WORK REQUEST:
Report how many lines in the data include the string "roads", and add nothing else.

EXTRACTED ENTRIES Start Marker

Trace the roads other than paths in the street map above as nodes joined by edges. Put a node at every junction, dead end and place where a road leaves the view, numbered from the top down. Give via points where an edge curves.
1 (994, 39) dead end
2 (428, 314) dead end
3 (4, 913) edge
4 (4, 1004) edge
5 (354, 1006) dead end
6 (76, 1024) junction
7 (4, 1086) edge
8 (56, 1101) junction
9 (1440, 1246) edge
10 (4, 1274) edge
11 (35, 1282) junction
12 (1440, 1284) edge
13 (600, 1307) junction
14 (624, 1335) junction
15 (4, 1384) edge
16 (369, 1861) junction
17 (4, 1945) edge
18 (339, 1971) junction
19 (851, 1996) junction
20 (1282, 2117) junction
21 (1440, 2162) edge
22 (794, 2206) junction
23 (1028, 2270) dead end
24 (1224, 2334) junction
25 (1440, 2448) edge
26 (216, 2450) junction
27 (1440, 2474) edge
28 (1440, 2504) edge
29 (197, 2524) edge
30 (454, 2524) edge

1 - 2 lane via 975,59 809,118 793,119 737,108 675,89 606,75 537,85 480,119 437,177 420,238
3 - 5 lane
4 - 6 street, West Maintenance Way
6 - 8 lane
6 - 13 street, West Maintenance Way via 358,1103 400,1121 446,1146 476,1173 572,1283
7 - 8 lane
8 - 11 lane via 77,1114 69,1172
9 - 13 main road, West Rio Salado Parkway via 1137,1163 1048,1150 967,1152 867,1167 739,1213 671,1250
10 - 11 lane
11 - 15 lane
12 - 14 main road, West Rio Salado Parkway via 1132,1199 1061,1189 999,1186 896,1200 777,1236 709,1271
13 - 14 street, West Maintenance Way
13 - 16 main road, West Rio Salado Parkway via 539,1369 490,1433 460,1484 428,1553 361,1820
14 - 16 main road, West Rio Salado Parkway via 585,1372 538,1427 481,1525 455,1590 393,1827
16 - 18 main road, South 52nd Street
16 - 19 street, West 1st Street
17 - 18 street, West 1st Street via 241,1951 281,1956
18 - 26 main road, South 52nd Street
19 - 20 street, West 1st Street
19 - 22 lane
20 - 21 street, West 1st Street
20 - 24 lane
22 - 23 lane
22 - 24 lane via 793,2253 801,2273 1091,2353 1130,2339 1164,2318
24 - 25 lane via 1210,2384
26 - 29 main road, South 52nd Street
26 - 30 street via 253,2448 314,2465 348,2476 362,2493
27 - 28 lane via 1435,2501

EXTRACTED ENTRIES End Marker
EXTRACTED ENTRIES Start Marker

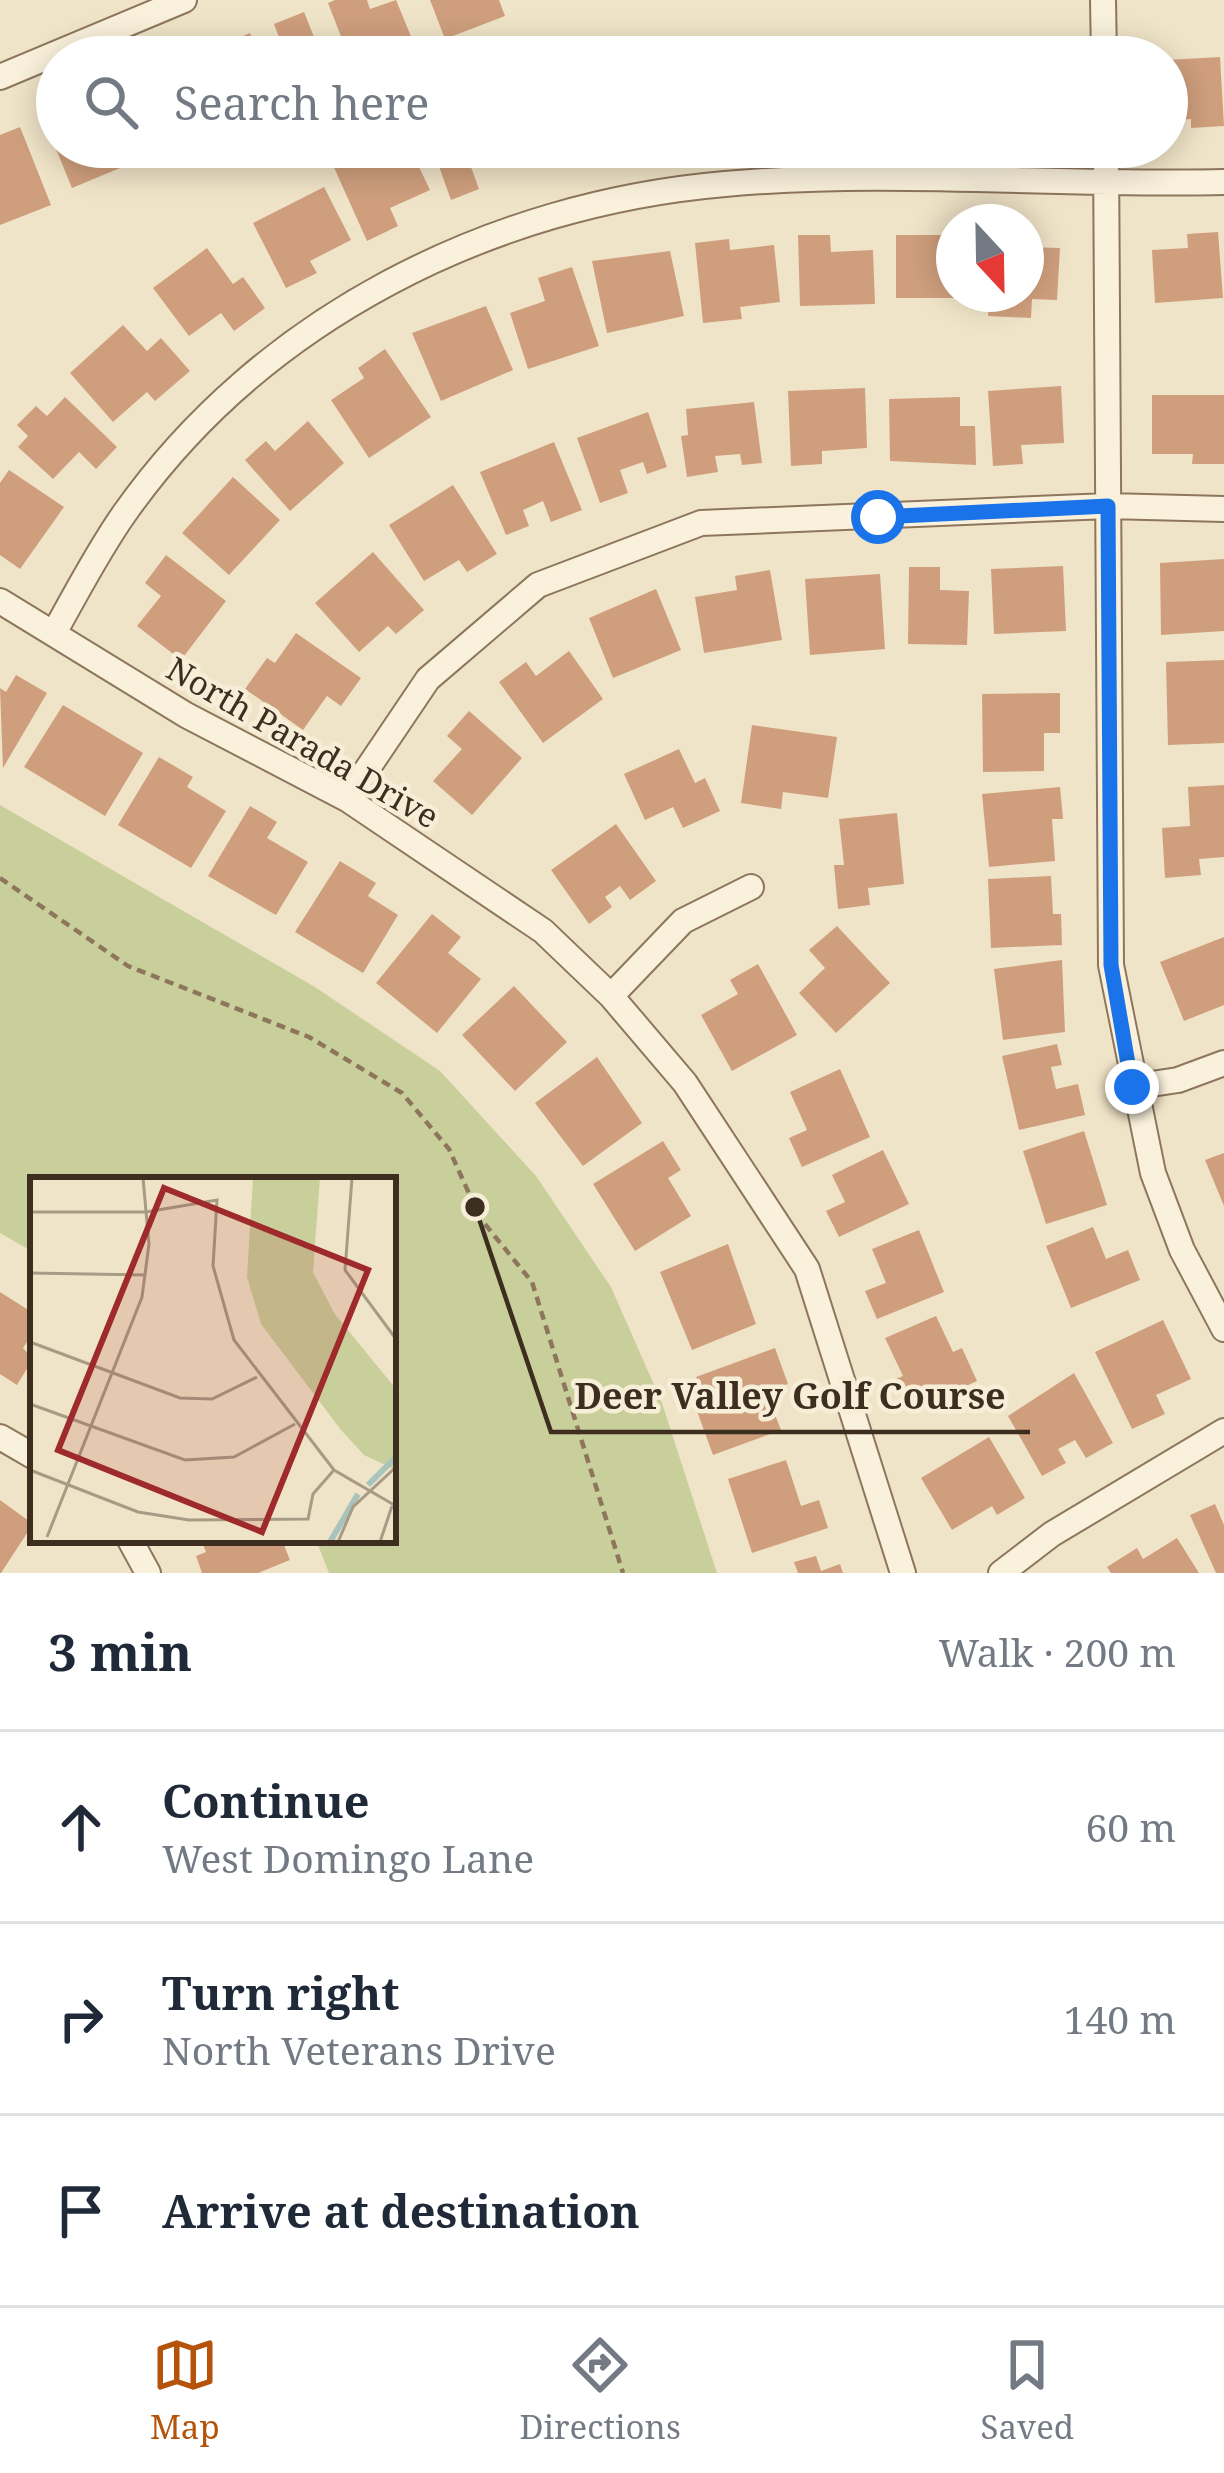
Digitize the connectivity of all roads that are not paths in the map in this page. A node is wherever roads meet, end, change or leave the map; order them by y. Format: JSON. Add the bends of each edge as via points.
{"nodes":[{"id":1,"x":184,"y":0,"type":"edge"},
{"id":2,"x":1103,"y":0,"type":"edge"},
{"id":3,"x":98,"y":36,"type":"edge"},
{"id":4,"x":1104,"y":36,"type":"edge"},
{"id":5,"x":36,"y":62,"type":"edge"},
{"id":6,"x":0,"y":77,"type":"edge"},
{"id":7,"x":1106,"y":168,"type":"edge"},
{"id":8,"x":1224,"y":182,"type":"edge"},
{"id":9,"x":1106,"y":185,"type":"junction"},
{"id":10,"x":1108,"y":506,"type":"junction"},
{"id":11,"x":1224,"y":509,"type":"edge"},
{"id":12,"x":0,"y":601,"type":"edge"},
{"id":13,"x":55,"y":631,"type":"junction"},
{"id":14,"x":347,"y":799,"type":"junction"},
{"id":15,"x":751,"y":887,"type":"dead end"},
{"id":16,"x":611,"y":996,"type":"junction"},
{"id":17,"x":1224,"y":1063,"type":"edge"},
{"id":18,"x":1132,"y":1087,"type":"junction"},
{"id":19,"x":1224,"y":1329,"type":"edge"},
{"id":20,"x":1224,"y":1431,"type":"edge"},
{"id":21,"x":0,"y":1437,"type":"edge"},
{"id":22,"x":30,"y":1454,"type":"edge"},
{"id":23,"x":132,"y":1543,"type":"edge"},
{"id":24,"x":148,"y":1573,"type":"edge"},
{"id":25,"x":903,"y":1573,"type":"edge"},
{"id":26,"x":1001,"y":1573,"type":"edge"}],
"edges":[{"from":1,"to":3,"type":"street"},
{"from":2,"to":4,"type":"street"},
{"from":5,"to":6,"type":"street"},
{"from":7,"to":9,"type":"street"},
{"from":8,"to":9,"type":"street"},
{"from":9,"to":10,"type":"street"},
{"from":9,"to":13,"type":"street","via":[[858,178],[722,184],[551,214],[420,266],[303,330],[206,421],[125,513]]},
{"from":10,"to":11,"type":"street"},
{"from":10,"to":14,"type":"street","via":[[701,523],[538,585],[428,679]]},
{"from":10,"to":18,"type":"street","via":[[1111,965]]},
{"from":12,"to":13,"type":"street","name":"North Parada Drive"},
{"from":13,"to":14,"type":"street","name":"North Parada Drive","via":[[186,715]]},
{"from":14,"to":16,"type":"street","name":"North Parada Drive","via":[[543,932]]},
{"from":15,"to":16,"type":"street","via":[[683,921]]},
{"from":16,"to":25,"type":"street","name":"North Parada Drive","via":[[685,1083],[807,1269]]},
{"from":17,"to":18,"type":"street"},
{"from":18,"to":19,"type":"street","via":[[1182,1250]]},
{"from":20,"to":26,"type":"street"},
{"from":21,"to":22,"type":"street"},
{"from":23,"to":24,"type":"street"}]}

EXTRACTED ENTRIES End Marker

ANSWER SECTION:
2